The 6.4% production increase was mainly attributable to
improvements in feed grade, tonnes milled and recoveries
-- C1 cash costs were 7% lower in the quarter under review at
US$870/oz (Q1 FY2016: US$930/oz). All-in sustaining C3 costs were
reduced by 6% to US$1,023/oz (Q1 FY2016: US$1,093/oz)
-- The average gold price received in Q2 FY2016 was US$1,121/oz (Q1 FY2016: US$1,186/oz)
Nickel - Trojan Nickel Mine (Zimbabwe)
-- Production of nickel in concentrate rose in Q2 FY2016 by 7%
to 1,442t (Q1 FY2016: 1,349t), primarily due to an increase in
average head grade and recoveries
-- Head grade was 31% higher at 1.62% (Q1 FY2016: 1.24%)
-- Recovery was 4% higher at 87.6% (Q1 FY2016: 84.0%)
-- The average net realised nickel in concentrate price was
US$6,847/t (Q1 FY2016: US$8,461/t), reflecting a 19% fall in global
nickel prices this quarter
-- Nickel sales were 18% higher at 1,494t (Q1 FY2016: 1,267t)
-- C1 cash costs for nickel in concentrate dropped by 23% to
US$6,895/t (Q1 FY2016: US$8,901/t), and all-in sustaining C3 costs
of nickel in concentrate dropped by 23% to US$7,539/t (Q1 FY2016:
US$9,736/t)
Diamonds - Klipspringer (South Africa)
-- Klipspringer's throughput of Marsfontein fine residue
tailings increased by 36% to 52,797t (Q1 FY2016: 38,760t)
-- Diamonds recovered improved by 118% to 37,385cts (Q1 FY2016: 17,176cts)
-- Diamond sales increased by 102% quarter-on-quarter to 34,560cts (Q1 FY2016: 17,099cts)
-- The price received for fine diamonds produced by the mine
fell by 8% quarter-on-quarter from $16.62/ct (Q1 FY2016:
$18.11/ct). This was in line with market conditions
EXPLORATION HIGHLIGHTS
Gold - Zani-Kodo (Democratic Republic of Congo - DRC)

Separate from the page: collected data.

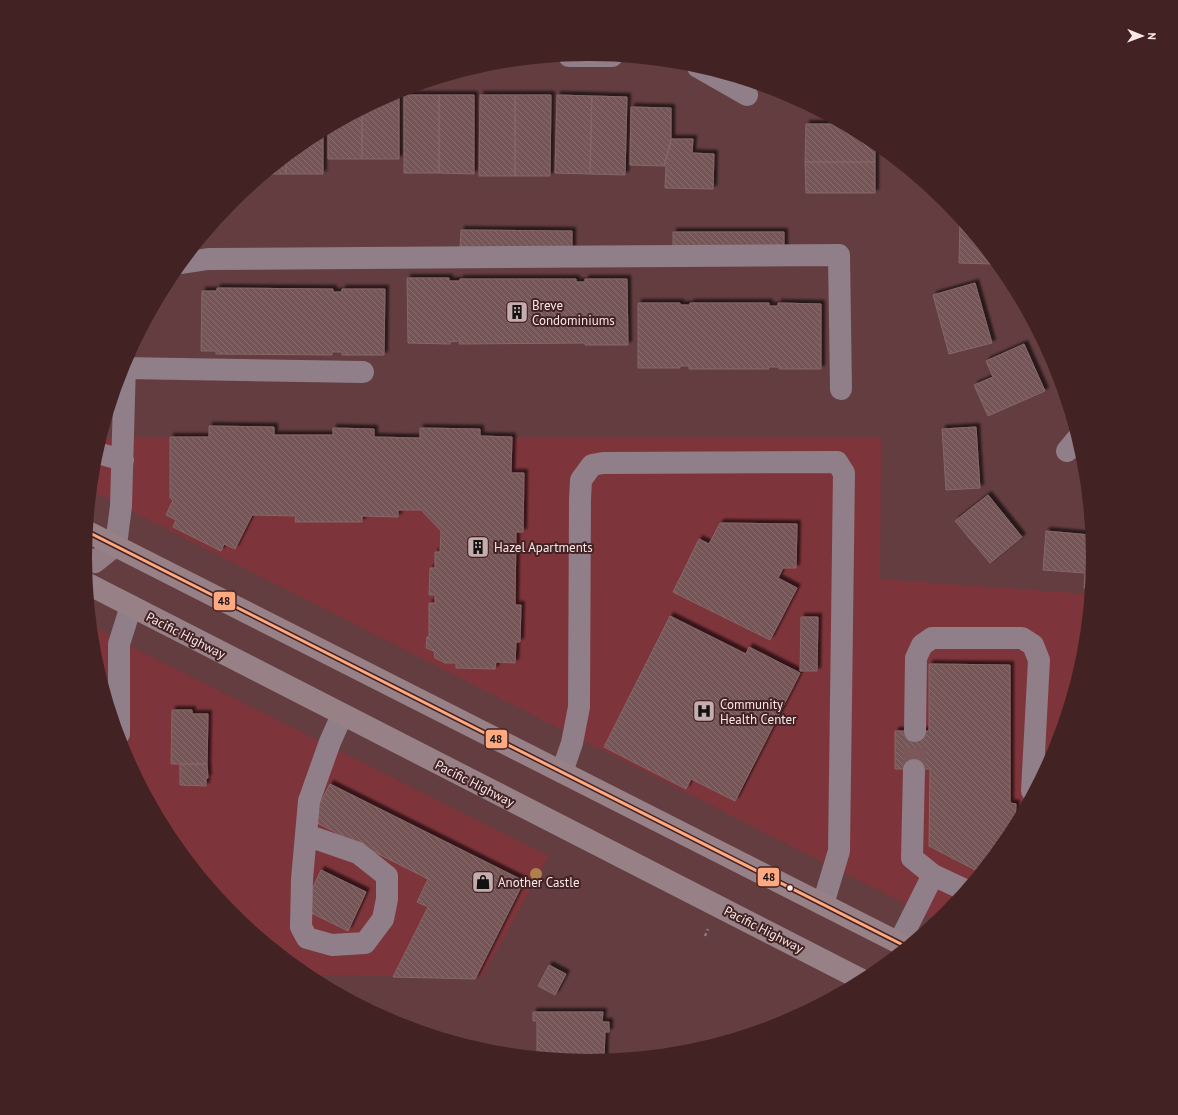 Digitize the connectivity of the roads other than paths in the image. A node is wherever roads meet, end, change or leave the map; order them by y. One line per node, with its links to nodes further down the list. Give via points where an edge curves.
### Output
1 (716, 78): 2 (street)
2 (747, 96)
3 (190, 262): 7 (street, via 216,259 839,255)
4 (130, 366): 5 (street)
5 (363, 372)
6 (125, 382): 9 (street)
7 (841, 390)
8 (104, 454): 9 (street)
9 (123, 460): 11 (street)
10 (93, 535): 11 (highway)
11 (116, 545): 12 (main road, via 96,562); 19 (highway)
12 (92, 560)
13 (94, 587): 14 (highway, Pacific Highway)
14 (131, 606): 15 (street, via 119,644); 16 (highway, Pacific Highway)
15 (113, 697)
16 (342, 715): 21 (street, via 309,801); 27 (highway, Pacific Highway)
17 (915, 731): 20 (street, via 916,658 922,645 932,638 1022,638 1033,645 1039,660)
18 (914, 770): 22 (street, via 912,858)
19 (562, 772): 24 (highway); 24 (street, via 572,743 579,707 581,480 592,465 837,462 844,472 839,851)
20 (1033, 780)
21 (306, 835): 21 (street, via 301,927 308,938 332,946 365,943 384,919 387,876 358,853)
22 (933, 875): 23 (street); 25 (street)
23 (960, 888)
24 (823, 904): 26 (highway)
25 (904, 941)
26 (900, 944)
27 (855, 976) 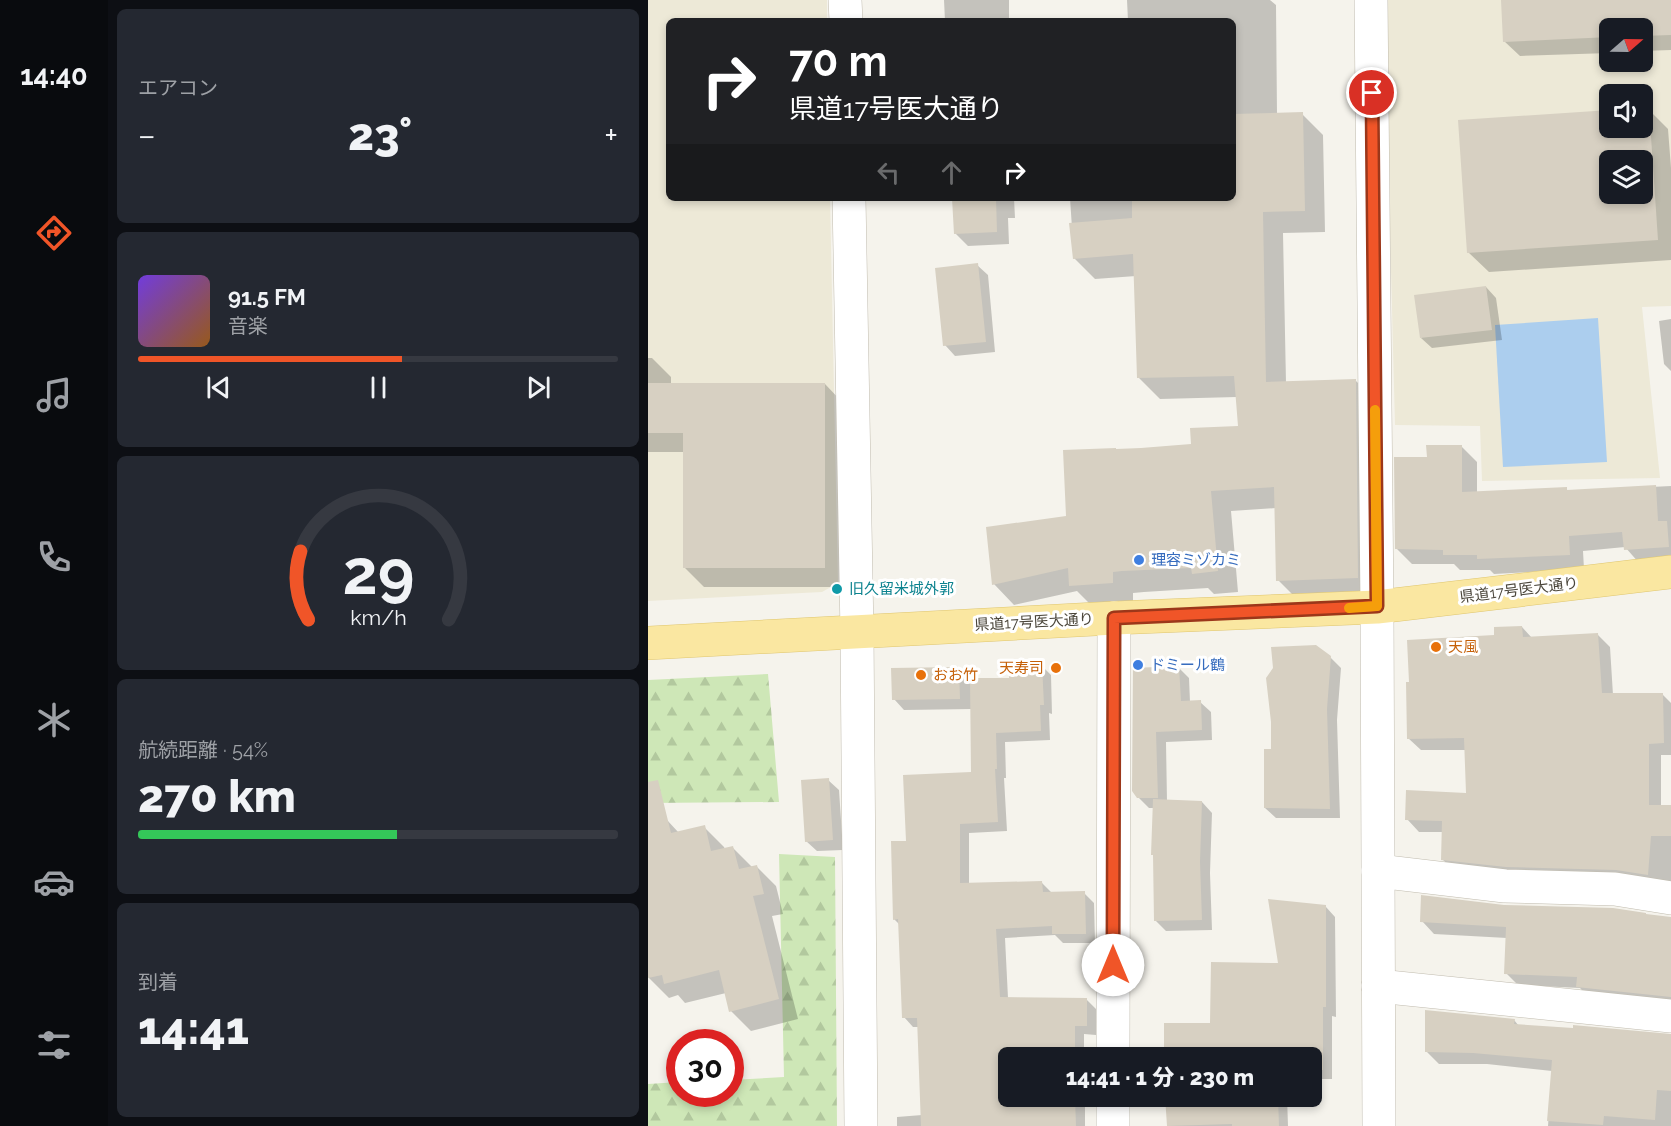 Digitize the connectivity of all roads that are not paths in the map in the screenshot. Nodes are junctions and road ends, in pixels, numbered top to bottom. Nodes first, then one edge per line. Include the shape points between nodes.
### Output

-- Exploration activity was focused in field assessment of
several target areas, and two new targets, Kepira and Kodo West,
have been identified with two potentially mineralised zones
present
Copper/Cobalt - SEMHKAT/Hailiang JV (Democratic Republic of
Congo - DRC)
-- Exploration programmes are in progress at Kawesitu, Mwombe, Kibolwe East, Lufira and PR763
Mr Yat Hoi Ning, the Company's Executive Chairman commented:
With new management now firmly in place, operations during the
financial year's second quarter have started to improve with gold
production 5% higher quarter on quarter at the Freda Rebecca mine
and nickel concentrates 7% higher at Bindura Nickel's Trojan mine.
I remain confident that this pattern of steady improvement will
persist until operating targets are reached.

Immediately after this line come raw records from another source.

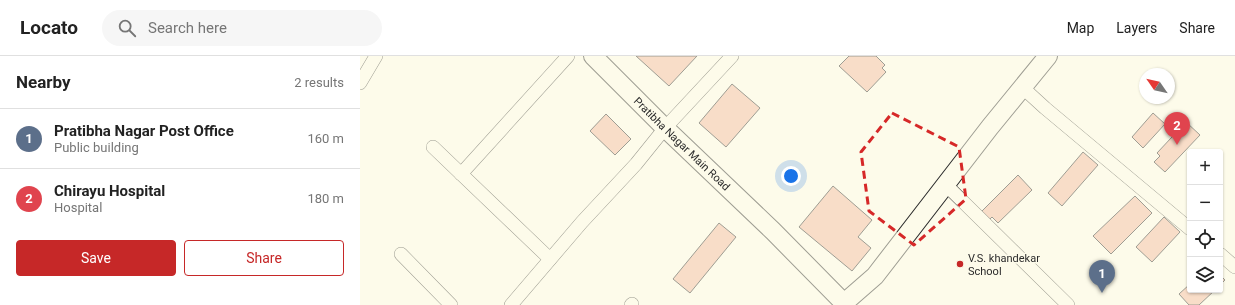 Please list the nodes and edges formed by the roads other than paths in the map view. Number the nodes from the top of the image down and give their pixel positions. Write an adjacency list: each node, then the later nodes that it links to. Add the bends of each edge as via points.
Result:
1 (376, 56): 6 (street)
2 (568, 56): 10 (street)
3 (593, 56): 8 (street, Pratibha Nagar Main Road)
4 (732, 56): 8 (street)
5 (1048, 56): 7 (street)
6 (360, 84)
7 (1022, 87): 11 (street); 12 (street)
8 (665, 128): 15 (street); 17 (street, Pratibha Nagar Main Road, via 773,231)
9 (433, 147): 10 (street)
10 (461, 174): 15 (street)
11 (945, 184): 17 (street, via 875,276); 20 (street)
12 (1187, 226)
13 (401, 254): 18 (street)
14 (1223, 257): 16 (street)
15 (550, 259): 19 (street)
16 (1235, 267)
17 (844, 304)
18 (452, 305)
19 (511, 305)
20 (1068, 305)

At both mines the operational focus has been on containing or
reducing unit costs in response to weakening metal prices and grade
control - and this will be our strategy while prices remain
depressed and after they recover to more-acceptable levels.

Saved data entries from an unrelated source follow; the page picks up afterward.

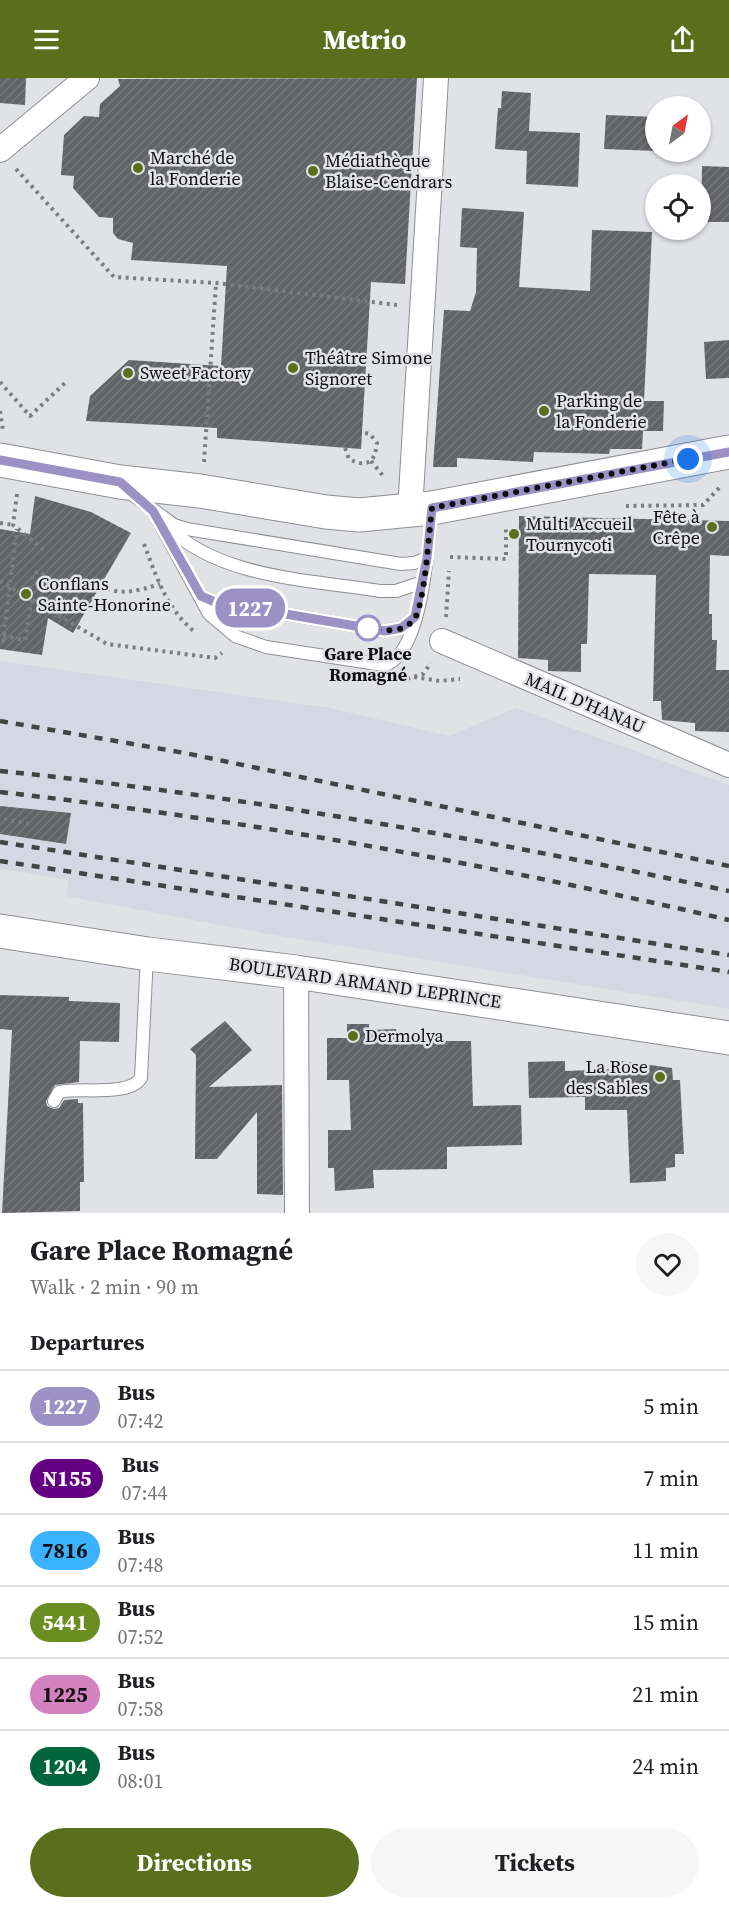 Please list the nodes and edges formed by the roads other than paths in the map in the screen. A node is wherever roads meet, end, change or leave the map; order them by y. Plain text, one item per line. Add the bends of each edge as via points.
1 (87, 78) edge
2 (436, 78) edge
3 (8, 159) edge
4 (729, 452) edge
5 (9, 473) edge
6 (120, 482) junction
7 (421, 509) junction
8 (153, 511) junction
9 (427, 558) junction
10 (423, 582) junction
11 (201, 596) junction
12 (415, 617) junction
13 (442, 641) dead end
14 (729, 765) edge
15 (0, 931) edge
16 (147, 954) junction
17 (296, 972) junction
18 (729, 1038) edge
19 (54, 1101) dead end
20 (297, 1213) edge

1 - 3 street
2 - 7 street via 422,308
4 - 7 street
5 - 6 street
6 - 7 street via 359,515
6 - 8 lane
7 - 9 lane
8 - 9 lane via 187,529 401,564
8 - 10 lane via 182,541 228,564 380,591 403,590
8 - 11 lane
9 - 10 lane
10 - 12 lane
11 - 12 lane via 215,602 385,631 401,628
11 - 12 lane via 213,619 247,641 384,665 393,663 407,647
13 - 14 street, MAIL D'HANAU
15 - 16 street, BOULEVARD ARMAND LEPRINCE
16 - 17 street, BOULEVARD ARMAND LEPRINCE
16 - 19 lane via 141,1078 124,1089 59,1092
17 - 18 street, BOULEVARD ARMAND LEPRINCE
17 - 20 street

We have achieved these results by implementing a new mining plan
at Trojan and improved grade control at Freda Rebecca. At the same
time, the operating and overhead costs have been strictly
controlled, again a process that will continue as metal prices move
through and out of their current trough. The immediate, near-term
outlook is for further price challenges.
On 29 September 2015, the Company successfully raised GBP2.92
million before expenses through an Open Offer. The proceeds from
which have been used to further develop the Klipspringer diamond
operation and general corporate purposes.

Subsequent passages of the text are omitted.